Multimodal Drone Cross-view Geo-localization Based on Vision-language Model
-
Graphical Abstract
-
Abstract
Cross-view geo-localization for drones achieves autonomous positioning by matching onboard images with geo-referenced images in satellite-denied conditions, with the primary challenge lying in the significant appearance differences across cross-view images. Existing methods predominantly focus on local feature extraction while lacking in-depth exploration of contextual correlations and global semantics. To address this problem, a vision-language model based multimodal drone cross-view geo-localization framework is proposed in this paper. Leveraging the CLIP (contrastive language-image pre-training) model, a view text description generation module is constructed, which utilizes image-level visual concepts learned from large-scale datasets as external knowledge to guide the feature extraction process.

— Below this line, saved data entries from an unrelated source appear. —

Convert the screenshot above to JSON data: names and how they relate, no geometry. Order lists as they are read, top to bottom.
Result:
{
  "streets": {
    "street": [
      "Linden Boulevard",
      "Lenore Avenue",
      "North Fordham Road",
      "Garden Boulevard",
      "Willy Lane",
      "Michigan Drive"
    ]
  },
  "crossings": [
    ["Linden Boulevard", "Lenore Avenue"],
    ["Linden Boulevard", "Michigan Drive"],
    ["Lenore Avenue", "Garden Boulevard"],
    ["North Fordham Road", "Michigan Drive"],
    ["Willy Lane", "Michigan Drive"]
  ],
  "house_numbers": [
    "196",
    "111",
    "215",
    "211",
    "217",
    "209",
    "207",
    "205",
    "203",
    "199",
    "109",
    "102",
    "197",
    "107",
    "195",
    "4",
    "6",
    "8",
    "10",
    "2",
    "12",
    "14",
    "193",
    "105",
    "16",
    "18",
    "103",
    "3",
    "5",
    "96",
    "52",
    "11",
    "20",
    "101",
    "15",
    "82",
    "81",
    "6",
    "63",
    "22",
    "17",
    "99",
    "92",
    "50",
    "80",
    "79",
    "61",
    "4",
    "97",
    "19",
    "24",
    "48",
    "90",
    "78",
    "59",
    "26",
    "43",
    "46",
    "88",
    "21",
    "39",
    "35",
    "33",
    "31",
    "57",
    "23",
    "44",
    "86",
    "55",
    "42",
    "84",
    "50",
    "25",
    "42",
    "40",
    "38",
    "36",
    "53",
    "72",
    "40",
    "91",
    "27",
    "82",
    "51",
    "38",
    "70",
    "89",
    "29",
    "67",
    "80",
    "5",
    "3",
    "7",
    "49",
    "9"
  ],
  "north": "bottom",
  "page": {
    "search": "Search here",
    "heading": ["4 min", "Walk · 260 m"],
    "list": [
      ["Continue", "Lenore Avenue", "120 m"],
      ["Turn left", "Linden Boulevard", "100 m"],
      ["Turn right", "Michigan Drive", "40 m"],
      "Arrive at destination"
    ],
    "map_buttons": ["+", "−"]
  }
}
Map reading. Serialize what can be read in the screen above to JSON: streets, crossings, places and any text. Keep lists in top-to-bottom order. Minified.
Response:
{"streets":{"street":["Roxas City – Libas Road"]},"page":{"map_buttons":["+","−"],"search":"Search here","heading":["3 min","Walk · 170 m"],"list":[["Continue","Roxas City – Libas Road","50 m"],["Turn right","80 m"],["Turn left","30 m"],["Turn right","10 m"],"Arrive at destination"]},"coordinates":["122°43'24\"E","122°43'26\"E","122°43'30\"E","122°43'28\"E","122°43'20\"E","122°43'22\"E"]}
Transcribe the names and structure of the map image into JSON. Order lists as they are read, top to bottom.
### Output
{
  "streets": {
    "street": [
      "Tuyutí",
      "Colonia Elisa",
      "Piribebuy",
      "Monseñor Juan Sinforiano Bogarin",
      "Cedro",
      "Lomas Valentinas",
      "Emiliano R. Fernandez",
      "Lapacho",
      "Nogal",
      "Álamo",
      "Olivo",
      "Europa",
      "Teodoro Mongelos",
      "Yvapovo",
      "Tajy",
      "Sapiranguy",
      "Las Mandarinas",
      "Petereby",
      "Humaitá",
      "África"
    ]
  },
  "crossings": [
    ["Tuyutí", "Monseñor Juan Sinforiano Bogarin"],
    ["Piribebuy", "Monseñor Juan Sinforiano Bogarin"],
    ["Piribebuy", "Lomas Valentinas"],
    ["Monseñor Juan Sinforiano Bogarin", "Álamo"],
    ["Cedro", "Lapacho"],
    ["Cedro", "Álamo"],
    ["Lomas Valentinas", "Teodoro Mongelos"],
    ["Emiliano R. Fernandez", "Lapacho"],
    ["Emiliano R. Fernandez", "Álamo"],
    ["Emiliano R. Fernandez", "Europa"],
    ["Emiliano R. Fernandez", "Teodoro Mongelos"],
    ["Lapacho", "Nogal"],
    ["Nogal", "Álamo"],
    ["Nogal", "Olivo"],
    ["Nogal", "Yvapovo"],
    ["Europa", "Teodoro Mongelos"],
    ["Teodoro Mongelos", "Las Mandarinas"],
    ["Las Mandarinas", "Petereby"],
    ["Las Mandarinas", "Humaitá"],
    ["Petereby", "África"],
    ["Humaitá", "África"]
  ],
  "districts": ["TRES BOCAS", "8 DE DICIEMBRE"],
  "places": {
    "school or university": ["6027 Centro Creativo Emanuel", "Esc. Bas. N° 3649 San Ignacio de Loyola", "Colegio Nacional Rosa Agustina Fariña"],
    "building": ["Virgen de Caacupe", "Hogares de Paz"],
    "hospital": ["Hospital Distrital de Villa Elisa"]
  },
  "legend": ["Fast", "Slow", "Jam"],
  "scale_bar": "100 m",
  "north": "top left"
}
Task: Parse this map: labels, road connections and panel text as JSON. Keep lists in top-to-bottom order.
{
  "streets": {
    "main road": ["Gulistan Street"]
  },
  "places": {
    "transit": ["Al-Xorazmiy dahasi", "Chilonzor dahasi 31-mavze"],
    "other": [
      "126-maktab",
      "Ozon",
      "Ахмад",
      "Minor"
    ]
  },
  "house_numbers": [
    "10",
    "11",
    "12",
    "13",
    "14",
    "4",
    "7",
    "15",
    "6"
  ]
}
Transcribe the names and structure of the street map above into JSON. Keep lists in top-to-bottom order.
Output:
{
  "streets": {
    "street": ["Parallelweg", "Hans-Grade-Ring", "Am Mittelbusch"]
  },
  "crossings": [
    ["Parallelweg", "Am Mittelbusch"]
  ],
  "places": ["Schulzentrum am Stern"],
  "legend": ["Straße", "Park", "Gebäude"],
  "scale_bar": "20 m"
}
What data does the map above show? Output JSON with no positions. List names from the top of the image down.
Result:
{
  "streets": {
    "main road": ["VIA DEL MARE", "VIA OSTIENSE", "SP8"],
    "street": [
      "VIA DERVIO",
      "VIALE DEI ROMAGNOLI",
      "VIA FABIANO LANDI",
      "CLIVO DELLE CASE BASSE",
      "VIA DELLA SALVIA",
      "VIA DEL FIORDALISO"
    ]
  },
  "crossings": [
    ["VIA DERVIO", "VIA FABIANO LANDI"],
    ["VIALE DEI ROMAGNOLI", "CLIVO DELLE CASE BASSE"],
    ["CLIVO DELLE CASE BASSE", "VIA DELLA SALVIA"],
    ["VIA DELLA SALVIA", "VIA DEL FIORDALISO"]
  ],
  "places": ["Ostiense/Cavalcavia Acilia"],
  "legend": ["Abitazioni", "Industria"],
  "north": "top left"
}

A hybrid vision transformer (ViT) architecture is adopted as the backbone network, enabling the model to simultaneously capture local features and global contextual characteristics during image feature extraction. Furthermore, a mutual learning loss supervised by logic score-normalized Kullback-Leibler (KL) divergence is introduced to optimize the training process, in order to enhance the model ability to learn inter-view correlations. Experimental results demonstrate that under the guidance of text descriptions generated by the CLIP model, the proposed model learns deep semantic information more effectively, thereby better addressing challenges such as viewpoint variations and temporal discrepancies encountered in cross-view geo-localization.
-
-